## INPUT

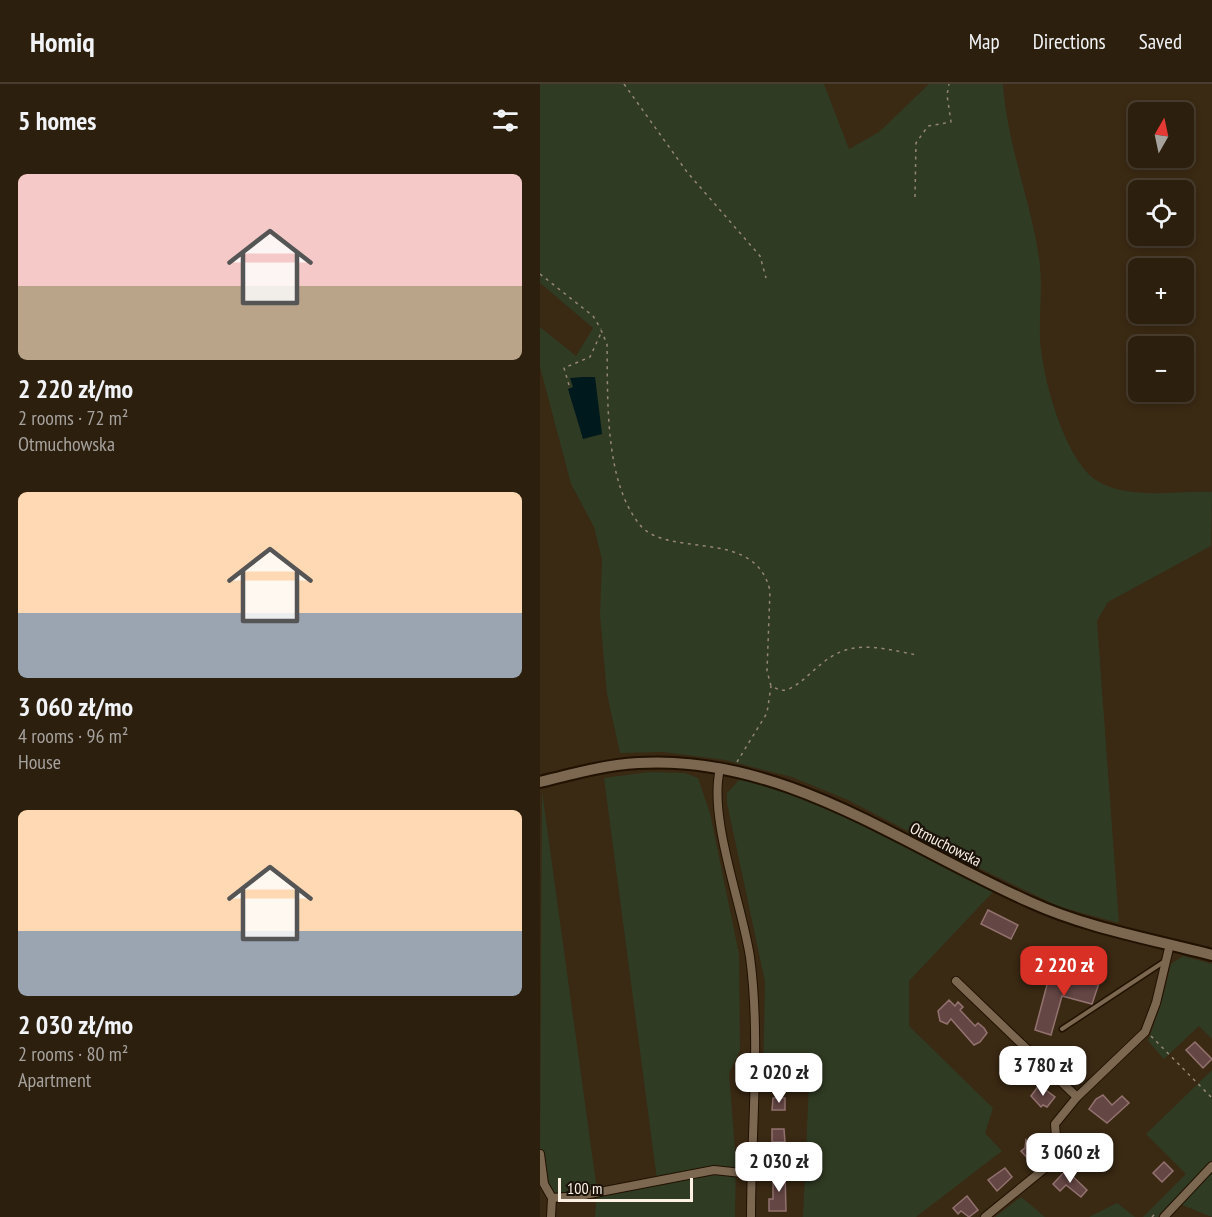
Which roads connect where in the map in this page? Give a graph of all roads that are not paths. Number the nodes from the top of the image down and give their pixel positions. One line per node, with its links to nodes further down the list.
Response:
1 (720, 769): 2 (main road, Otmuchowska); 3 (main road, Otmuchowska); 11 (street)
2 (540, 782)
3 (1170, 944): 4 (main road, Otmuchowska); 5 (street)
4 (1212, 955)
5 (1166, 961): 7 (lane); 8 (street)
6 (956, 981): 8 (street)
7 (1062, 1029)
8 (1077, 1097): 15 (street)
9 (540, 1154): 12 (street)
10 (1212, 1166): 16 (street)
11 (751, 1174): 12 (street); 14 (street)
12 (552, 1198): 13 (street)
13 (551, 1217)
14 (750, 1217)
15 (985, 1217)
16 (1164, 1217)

--

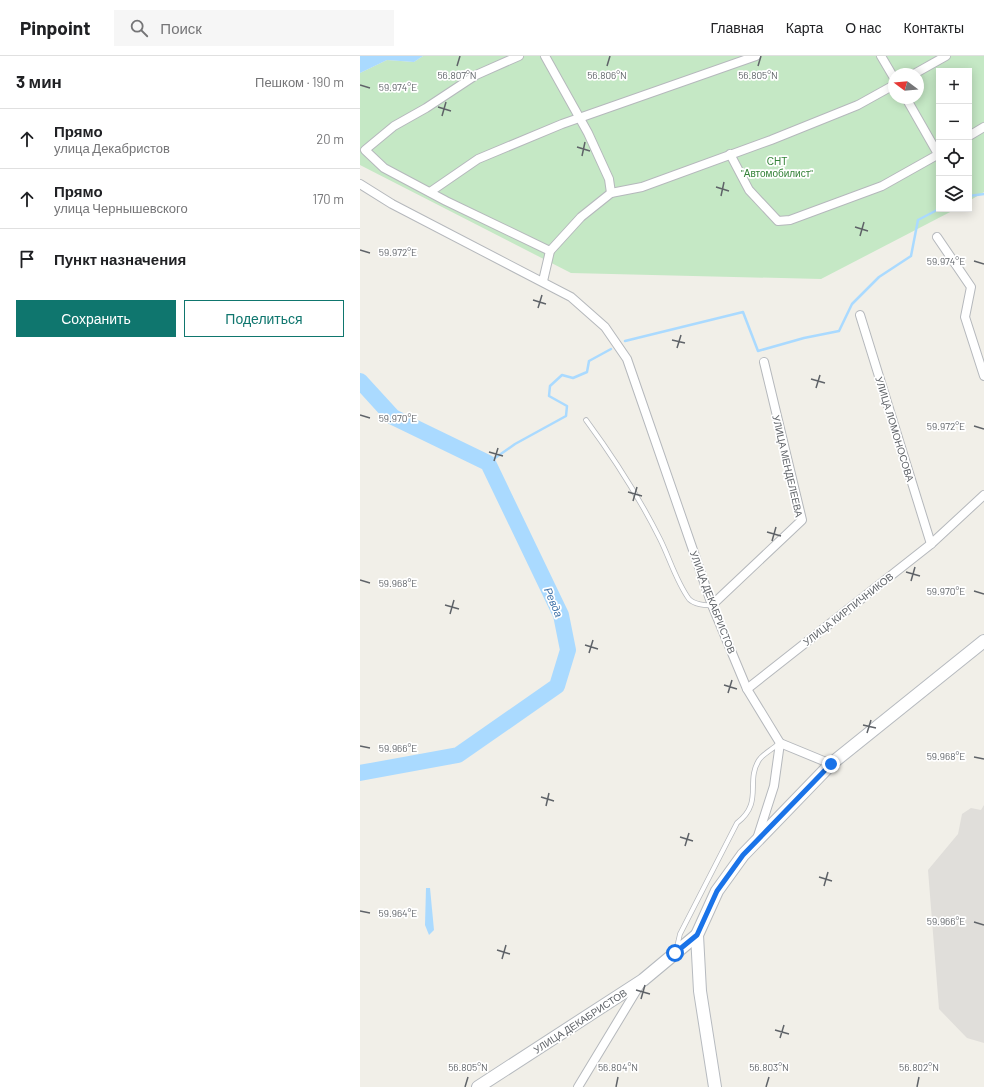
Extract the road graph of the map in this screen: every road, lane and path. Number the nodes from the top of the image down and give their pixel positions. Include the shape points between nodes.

## WORK ORDER
Read through the entries and copy every line that includes "nodes".

## RESULT
Which roads connect where in the map in this page? Give a graph of all roads that are not paths. Number the nodes from the top of the image down and give their pixel positions. One line per node, with its links to nodes further down the list.
Extract the road graph of the map in this screen: every road, lane and path. Number the nodes from the top of the image down and give their pixel positions. Include the shape points between nodes.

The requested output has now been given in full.